Salvada por las cartas de un colegial. ¿Quién se lo habría imaginado?

De todos modos, sólo veinte minutos después fue interrumpido su descanso por la llegada de lady Elizabeth y lady Amelia Willoughby, las guapas hijas rubias del conde de Crowland, vecinas de mucho tiempo y (siempre era un placer recordar) amigas suyas.
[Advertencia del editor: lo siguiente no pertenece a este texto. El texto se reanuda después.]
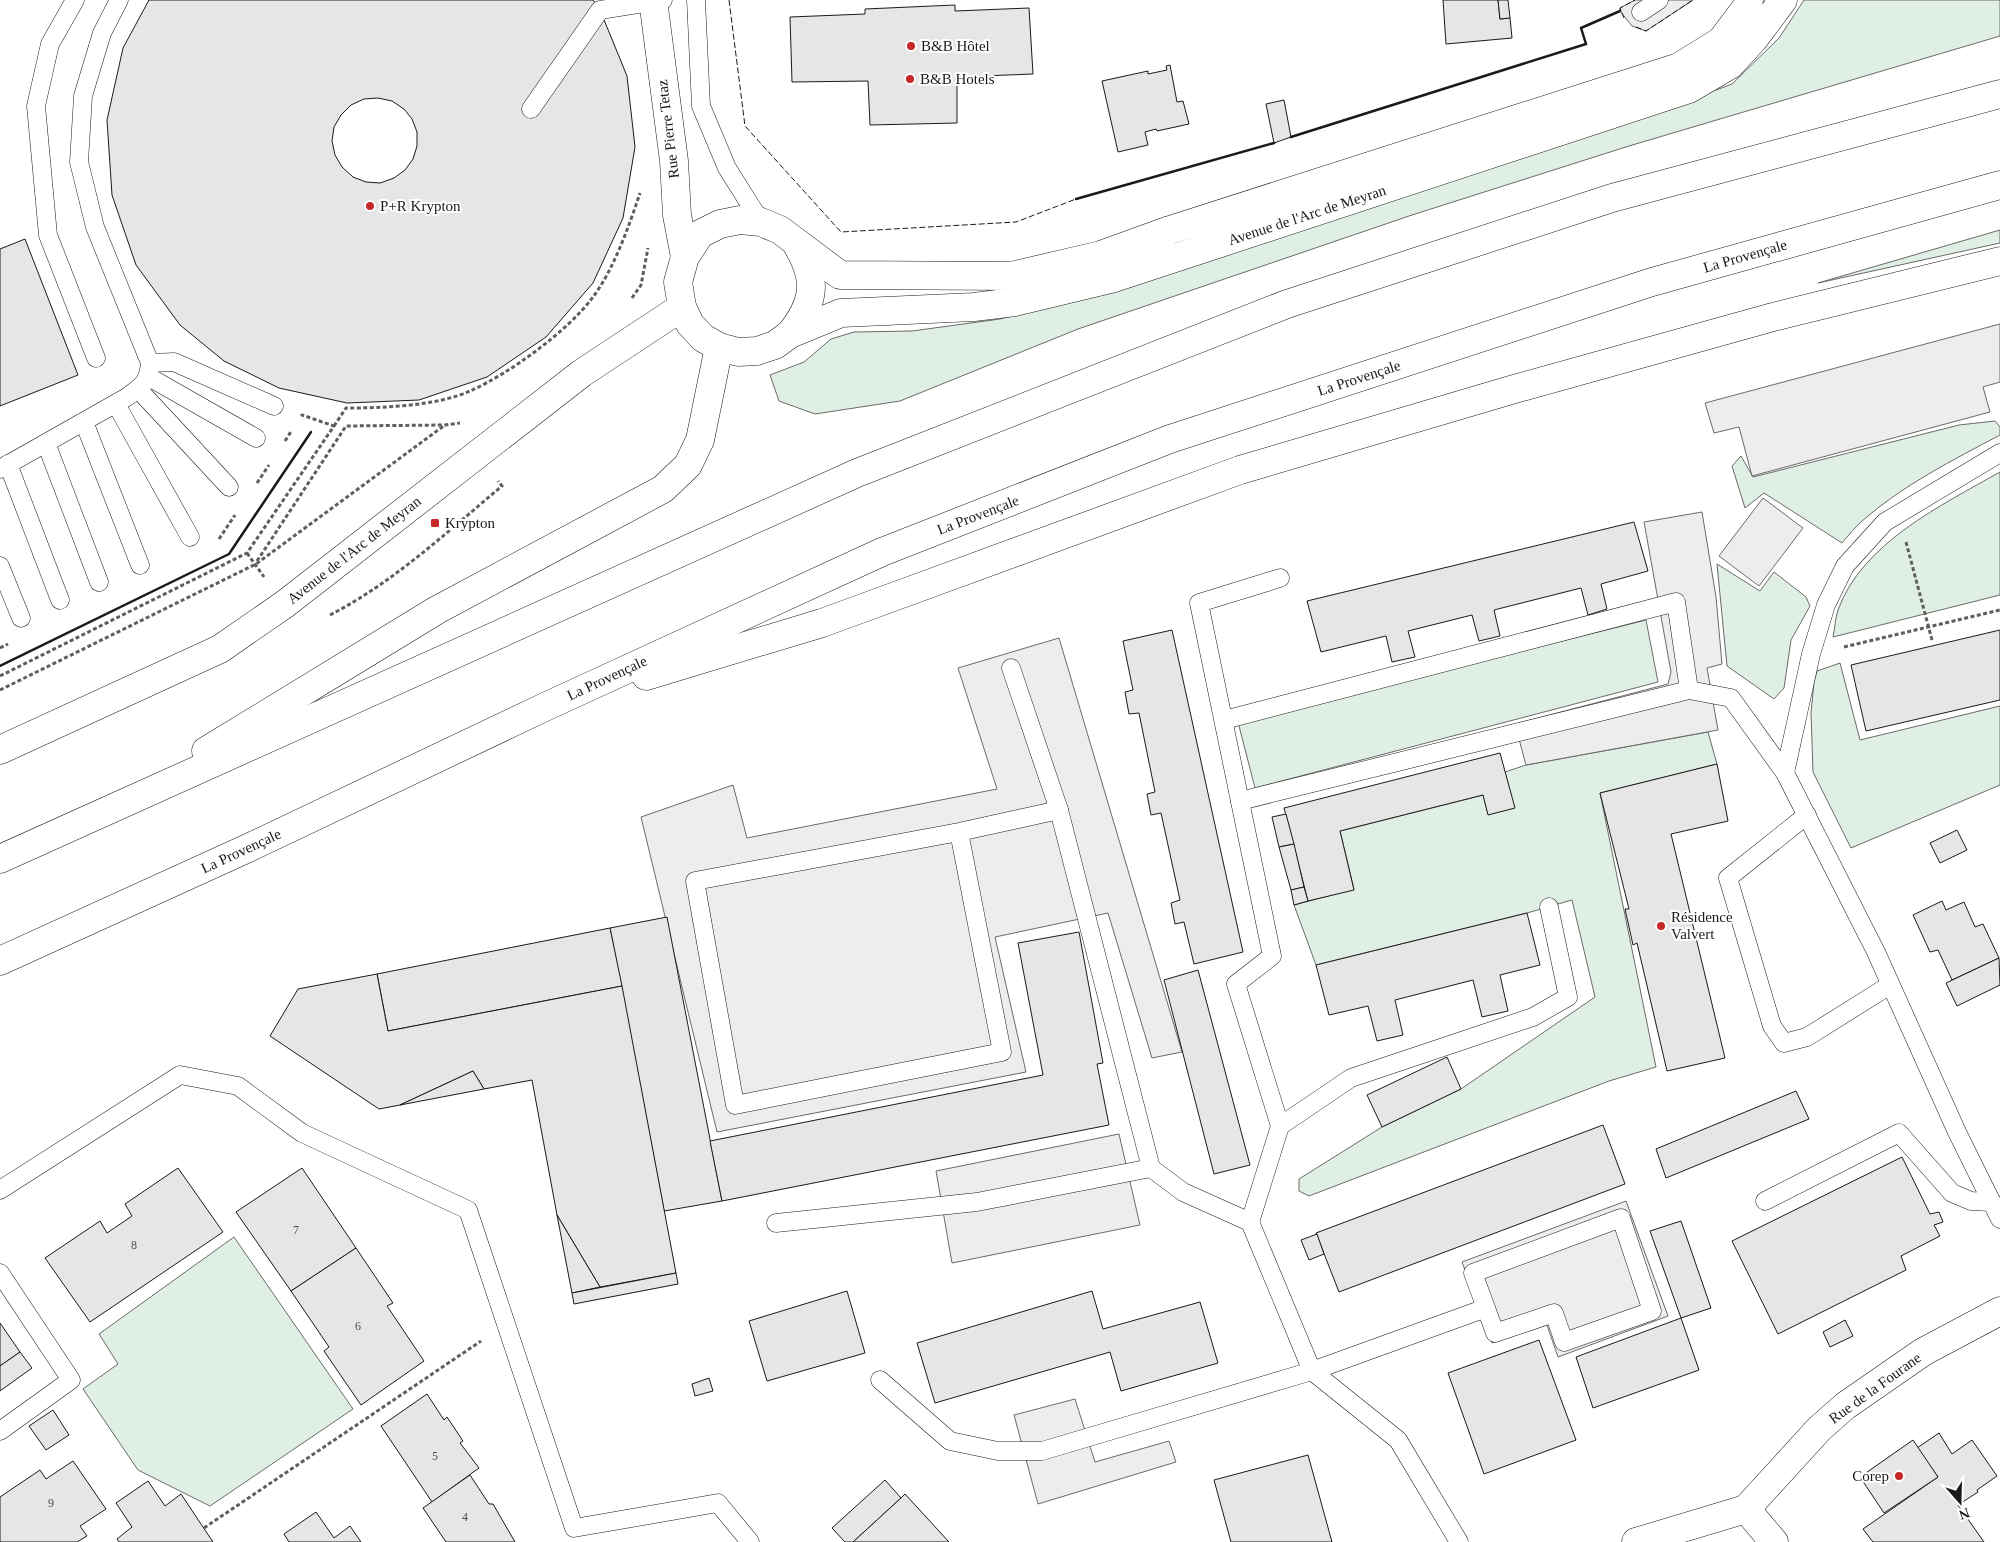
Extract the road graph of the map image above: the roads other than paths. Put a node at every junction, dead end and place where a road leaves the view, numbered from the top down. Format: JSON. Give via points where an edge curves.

Elizabeth especialmente. Eran de la misma edad y antes que su posición en el mundo cayera en picado con la muerte de sus padres, se la consideraba una buena compañía para ellas. Ah, claro que todos sabían que ella no haría un matrimonio como el de las chicas Willoughby; al fin y al cabo nunca gozaría de una temporada en Londres. Pero cuando vivía en la casa de sus padres, se las consideraba, si no iguales, por lo menos de un mismo nivel social. La gente no era muy etiquetera en las funciones sociales y bailes.

Y cuando estaban solas, nunca se fijaban en sus respectivos rangos.

Amelia era la hermana menor de Elizabeth; sólo se llevaban un año, pero cuando eran niñas la diferencia de edad les parecía inmensa, así que no la conocía tan bien. Aunque eso cambiaría pronto, suponía. Amelia estaba comprometida en matrimonio con Thomas, y lo estaba desde la cuna. El honor le habría correspondido a Elizabeth, pero esta ya estaba comprometida con otro noble (también desde que nació; lord Crowland no era un hombre que dejara las cosas al azar). Pero el prometido murió muy joven. Lady Crowland (que no era muy dada a la discreción o tacto), declaró que el asunto era muy molesto, pero los documentos que comprometían a Amelia con Thomas ya estaban firmados, así que se consideró mejor dejar las cosas como estaban.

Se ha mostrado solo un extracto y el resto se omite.